DATA RECORDS Block Start
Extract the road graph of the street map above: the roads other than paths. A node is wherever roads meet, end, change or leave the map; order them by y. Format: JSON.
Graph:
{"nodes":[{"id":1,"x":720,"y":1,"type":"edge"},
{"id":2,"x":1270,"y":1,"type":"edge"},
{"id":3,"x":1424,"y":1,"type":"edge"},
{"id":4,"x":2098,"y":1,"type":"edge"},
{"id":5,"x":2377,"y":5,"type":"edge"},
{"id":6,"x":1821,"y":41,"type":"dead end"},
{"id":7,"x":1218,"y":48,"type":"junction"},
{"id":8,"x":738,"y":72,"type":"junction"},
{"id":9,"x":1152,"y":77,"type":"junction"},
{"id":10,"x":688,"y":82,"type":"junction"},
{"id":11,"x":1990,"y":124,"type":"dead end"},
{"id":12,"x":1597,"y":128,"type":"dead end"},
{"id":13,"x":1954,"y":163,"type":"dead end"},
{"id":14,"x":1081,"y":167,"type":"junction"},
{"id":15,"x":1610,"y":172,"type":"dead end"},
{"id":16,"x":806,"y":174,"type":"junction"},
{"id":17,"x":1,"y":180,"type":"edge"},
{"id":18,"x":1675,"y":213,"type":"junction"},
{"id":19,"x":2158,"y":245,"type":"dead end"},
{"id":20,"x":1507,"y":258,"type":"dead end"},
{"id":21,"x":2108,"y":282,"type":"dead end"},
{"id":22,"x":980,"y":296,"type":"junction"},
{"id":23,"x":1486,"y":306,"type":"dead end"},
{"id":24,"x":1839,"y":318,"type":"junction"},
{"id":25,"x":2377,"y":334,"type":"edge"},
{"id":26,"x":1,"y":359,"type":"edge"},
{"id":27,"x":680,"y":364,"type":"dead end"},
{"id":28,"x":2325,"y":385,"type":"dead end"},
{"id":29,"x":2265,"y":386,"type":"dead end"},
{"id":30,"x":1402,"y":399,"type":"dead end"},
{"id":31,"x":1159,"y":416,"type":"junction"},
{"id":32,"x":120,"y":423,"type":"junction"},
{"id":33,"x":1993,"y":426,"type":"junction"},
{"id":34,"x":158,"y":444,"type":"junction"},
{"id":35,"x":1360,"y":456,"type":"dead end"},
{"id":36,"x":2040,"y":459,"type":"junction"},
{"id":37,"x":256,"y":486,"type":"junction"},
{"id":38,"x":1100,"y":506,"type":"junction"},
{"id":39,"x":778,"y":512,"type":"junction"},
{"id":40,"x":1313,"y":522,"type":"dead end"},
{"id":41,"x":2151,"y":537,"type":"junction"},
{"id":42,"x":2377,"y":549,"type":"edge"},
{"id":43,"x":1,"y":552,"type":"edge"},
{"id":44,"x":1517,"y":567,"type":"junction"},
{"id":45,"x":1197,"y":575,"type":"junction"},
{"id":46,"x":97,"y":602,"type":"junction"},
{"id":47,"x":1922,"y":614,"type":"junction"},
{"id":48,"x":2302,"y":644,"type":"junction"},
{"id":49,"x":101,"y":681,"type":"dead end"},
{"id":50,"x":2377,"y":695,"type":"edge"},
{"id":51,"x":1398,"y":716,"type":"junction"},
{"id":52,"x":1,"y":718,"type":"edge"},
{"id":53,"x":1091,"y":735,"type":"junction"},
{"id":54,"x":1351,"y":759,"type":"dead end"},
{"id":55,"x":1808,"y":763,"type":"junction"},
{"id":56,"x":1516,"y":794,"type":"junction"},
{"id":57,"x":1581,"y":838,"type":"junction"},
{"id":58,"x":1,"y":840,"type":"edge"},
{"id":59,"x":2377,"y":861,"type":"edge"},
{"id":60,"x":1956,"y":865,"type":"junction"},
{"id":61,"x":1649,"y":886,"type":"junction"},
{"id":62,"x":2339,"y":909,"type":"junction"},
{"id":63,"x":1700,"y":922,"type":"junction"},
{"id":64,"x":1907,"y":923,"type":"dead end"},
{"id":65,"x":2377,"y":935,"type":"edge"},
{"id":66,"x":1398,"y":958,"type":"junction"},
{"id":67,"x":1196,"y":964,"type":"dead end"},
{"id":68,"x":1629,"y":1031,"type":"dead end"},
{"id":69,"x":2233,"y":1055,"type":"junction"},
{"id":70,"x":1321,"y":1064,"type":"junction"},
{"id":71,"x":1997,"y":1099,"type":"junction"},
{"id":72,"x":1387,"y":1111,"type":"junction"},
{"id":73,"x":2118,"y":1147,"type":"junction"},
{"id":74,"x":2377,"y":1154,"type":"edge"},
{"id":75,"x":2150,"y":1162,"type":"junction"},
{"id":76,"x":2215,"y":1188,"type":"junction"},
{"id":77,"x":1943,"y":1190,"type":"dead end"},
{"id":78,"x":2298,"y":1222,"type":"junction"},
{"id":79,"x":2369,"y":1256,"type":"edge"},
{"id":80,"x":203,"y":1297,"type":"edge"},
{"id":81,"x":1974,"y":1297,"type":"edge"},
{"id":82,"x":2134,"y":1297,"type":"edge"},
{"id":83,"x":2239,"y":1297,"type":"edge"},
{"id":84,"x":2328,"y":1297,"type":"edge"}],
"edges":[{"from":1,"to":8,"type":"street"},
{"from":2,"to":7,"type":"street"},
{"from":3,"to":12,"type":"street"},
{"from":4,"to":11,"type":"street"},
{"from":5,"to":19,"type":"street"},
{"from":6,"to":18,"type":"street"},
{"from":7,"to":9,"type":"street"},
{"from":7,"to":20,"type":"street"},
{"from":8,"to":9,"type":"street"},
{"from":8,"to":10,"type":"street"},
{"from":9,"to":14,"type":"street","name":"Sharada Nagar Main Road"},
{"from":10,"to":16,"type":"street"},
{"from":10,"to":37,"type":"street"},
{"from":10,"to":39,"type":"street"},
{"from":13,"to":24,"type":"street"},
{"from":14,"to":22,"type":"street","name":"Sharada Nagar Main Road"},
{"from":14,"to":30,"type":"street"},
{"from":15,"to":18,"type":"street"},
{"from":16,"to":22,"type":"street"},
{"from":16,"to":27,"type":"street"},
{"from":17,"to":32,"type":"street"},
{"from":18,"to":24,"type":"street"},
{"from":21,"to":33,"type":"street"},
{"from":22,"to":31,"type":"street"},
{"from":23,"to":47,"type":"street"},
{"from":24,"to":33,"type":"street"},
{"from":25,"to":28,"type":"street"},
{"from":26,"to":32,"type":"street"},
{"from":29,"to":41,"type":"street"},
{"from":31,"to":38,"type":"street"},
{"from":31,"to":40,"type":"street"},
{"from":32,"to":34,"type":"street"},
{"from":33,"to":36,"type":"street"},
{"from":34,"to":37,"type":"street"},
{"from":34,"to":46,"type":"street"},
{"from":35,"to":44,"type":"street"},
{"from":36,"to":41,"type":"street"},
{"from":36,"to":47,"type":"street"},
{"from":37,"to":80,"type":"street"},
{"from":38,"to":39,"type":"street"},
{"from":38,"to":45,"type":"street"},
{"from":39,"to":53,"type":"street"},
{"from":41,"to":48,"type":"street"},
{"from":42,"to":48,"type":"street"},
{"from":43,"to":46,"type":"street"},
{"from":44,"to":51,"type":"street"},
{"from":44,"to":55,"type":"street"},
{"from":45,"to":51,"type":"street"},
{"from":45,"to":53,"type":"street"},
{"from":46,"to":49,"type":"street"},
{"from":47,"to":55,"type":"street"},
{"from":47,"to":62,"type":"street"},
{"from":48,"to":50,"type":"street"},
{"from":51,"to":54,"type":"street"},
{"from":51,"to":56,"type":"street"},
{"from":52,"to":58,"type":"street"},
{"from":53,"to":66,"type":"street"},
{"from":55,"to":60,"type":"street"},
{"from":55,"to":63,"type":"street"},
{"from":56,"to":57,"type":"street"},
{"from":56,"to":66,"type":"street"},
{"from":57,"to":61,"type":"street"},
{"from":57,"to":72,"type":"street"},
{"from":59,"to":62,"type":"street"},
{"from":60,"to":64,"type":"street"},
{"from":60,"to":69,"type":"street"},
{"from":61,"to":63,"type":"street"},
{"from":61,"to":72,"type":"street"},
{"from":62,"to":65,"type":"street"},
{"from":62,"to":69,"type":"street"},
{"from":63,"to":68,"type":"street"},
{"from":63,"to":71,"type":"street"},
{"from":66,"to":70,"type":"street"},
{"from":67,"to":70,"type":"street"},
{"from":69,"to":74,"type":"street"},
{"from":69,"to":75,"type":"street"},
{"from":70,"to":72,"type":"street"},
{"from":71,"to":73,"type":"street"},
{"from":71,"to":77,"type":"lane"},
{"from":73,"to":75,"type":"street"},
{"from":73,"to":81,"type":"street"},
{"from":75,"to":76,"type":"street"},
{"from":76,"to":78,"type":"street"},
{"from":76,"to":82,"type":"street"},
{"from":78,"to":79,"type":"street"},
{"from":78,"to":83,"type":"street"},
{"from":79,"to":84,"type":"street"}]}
DATA RECORDS Block End
WHAT YOU WILL DO
Find the word "Main" in the entries. Copy each line that holds it.

EXERCISE RESULT
{"from":9,"to":14,"type":"street","name":"Sharada Nagar Main Road"},
{"from":14,"to":22,"type":"street","name":"Sharada Nagar Main Road"},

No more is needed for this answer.